所要時間は60分程度。受付終了後、まずは会場内で使用するデバイスの使い方の説明を受けます。会場内ではロボットに案内されながら、一緒に入場するグループ単位で移動し、展示を鑑賞します。

【展示内容】アンドロイドと共生する未来

ゾーン1:「いのちの歩み」
日本の文化における「モノ」へ命を吹き込む歴史を、縄文時代の土偶や埴輪から仏像、人形、そして未来のアンドロイドへと繋げて紹介します。日本人が古来から大切にしてきた「命の形」が静かに提示される導入部です。
この最初の展示室でデバイスから音声が聞こえない場合は、スタッフの方に申告しましょう。
実は私はここでまったく音が聞こえず、すでに始まったのかどうかもわかりませんでした。

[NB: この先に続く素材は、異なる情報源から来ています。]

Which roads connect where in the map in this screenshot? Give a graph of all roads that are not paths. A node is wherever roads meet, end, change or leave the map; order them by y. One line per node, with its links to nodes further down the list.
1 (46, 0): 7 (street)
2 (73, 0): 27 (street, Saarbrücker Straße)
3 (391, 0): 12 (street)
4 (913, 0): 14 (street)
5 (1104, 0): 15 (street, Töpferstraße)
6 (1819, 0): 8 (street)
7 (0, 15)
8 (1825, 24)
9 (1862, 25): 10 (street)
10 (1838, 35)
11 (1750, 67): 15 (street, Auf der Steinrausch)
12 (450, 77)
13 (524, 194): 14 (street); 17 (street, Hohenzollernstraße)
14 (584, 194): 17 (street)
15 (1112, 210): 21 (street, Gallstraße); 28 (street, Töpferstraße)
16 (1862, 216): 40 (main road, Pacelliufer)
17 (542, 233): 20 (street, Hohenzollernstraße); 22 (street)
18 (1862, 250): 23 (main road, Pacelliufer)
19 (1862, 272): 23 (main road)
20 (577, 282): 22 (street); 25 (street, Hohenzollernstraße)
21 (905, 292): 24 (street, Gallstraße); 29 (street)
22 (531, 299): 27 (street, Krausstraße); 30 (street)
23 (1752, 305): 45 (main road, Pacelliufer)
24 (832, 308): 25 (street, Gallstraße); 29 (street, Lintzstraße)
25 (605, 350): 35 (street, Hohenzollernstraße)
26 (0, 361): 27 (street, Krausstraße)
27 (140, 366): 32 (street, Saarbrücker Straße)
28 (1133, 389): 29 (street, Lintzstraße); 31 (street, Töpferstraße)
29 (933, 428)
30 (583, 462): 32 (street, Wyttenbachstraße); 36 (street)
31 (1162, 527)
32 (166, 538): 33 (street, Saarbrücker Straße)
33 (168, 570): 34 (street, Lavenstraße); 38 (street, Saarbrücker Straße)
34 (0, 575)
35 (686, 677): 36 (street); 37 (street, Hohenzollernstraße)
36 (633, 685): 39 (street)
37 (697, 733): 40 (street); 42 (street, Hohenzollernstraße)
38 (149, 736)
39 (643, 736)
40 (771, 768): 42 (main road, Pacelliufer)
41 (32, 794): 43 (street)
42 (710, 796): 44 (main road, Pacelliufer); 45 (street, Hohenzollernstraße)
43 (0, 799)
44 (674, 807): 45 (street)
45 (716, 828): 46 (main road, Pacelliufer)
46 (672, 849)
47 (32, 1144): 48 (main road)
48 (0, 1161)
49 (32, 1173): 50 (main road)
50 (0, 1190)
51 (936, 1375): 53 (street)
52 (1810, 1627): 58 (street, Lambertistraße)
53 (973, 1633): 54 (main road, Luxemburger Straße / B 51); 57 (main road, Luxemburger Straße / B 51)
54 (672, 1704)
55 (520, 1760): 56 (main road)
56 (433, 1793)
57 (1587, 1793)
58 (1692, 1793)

同じグループにもうおひとりデバイストラブルの方がいらっしゃったので、結構高確率で調子の悪いデバイスに当たってしまうかもしれません。
ゾーン2:「50年後の未来」
ここがパビリオンの中心。アンドロイドのアスカロイドやヤマトロイドなどが登場し、人間と共存する2075年の未来がストーリー仕立てで展開されます。おばあちゃんと孫の映像が登場し、アンドロイドと家族の関係、生き方の選択が深く描かれます。ここでおばあちゃんは究極の選択を迫られるのです。
余命を知り、「記憶をロボットに移してアンドロイドとして生き続けるか」「自然に人生を全うしてナチュラルに死を迎えるか」。
展示の最後近くでは、マツコ・デラックスさんのアンドロイドがテレビ撮影をするスタジオ場面もあり、「芸歴75年なのよ」と語るなど、ユーモアと共感を込めた演出も魅力です。
ゾーン3:「1000年後のいのち“まほろば”」
音と光、CGによる幻想的な空間。この場では、身体的制約から解き放たれた1000年後の「いのち」としての人間(アンドロイド)が舞い、魂とテクノロジーが響き合うインスタレーションのような体験が広がります。
アンドロイドは本当に見た目がリアル!このリアルなアンドロイドが舞う姿に、私はなんだか恐怖を感じてしまいました。
ラストのおばあちゃんの選択は?
おばあちゃんが選んだのは、どちらの選択肢だったのでしょうか?展示でははっきりとした「選択そのもの」を観客に見せず、来場者自身に考えさせる形をとっています。
映像の最後で見せられるのは「ナチュラルな死」と「アンドロイドとして生きる」2つの道。ただ、実際におばあちゃんがどちらを選んだかを明示するシーンはなく、セリフや感情の余韻、語られた問いを通じて観客が自分ならどうするかを想像するスタイルです。
つまり、展示を体験した多くの人が「結局おばあちゃんはどっち選んだの?」と思うようになっていて、それ自体がこの展示の狙いであり、来場者に「自分ならどうする?」と問いを投げかける構造になっているのでしょうね。
【まとめ】未来のいのちの選択について考えさせられる展示
「いのちの未来」は石黒浩プロデューサーによる、アンドロイドと共生する未来を通じた“いのち”への問いを考えさせられる展示です。
おばあちゃんの選択自体は展示で明言されません。それでも、“どちらを選ぶのか”を問われる体験そのものこそが作品の核心です。来場者は展示を通じて、自分の価値観、自分がどう生きたいか、倫理や個人の尊厳について自然と考えさせられるようになっています。
私も入場後に一緒に行った友人と、この選択肢について「自分ならどうするか?」を話し合いました。ぜひみなさんも「いのちの未来」を体験し、あなたご自身に問いかけてみてくださいね!